Dual-Mode Deep Anomaly Detection for Medical Manufacturing: Structural Similarity and Feature Distance

Automated visual inspection in medical device manufacturing faces unique challenges, including small and imbalanced datasets, high-resolution imagery, and strict regulatory requirements. To address these, we propose two attention-guided autoencoder architectures for deep anomaly detection. The first employs a structural similarity-based scoring approach that enables lightweight, real-time defect detection with unsupervised thresholding and can be further enhanced through limited supervised tuning. The second applies a feature distance-based strategy using Mahalanobis scoring on reduced latent features, designed to monitor distributional shifts and support supervisory oversight.
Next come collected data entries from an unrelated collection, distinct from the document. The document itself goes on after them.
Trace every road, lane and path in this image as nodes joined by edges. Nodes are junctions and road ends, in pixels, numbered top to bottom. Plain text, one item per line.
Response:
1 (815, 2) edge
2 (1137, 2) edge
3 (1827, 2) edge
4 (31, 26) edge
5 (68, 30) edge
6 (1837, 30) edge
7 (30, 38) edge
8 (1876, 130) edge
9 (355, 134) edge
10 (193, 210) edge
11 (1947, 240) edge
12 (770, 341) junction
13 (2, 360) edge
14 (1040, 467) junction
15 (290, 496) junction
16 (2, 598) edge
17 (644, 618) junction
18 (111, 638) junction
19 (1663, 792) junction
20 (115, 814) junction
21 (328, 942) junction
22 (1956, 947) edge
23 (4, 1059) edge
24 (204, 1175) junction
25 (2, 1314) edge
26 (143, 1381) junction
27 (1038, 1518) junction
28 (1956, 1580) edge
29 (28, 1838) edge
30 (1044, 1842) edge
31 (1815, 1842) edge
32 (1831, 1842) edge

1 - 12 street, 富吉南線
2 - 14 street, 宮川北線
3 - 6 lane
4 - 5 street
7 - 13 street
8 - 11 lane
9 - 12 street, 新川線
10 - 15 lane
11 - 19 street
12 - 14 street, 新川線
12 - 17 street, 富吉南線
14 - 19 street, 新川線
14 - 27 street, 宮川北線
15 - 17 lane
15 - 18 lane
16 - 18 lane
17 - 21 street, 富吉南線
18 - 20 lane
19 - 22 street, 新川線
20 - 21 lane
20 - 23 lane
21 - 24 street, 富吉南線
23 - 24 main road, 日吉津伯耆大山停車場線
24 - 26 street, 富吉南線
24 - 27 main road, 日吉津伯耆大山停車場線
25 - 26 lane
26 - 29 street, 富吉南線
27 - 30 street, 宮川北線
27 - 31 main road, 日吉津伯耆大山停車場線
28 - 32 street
Evaluations on a representative sterile packaging dataset confirm that both approaches outperform baselines under hardware-constrained, regulated conditions. Cross-domain testing on the MVTec-Zipper benchmark further demonstrates that the structural similarity-based method generalises effectively and achieves performance comparable to state-of-the-art methods, while the feature distance-based method is less transferable but provides complementary monitoring capabilities. These results highlight a dual-pathway inspection strategy: structural similarity for robust inline detection and feature distance for supervisory monitoring. By combining operational performance with interpretability and lifecycle monitoring, the proposed methods also align with emerging regulatory expectations for high-risk AI systems.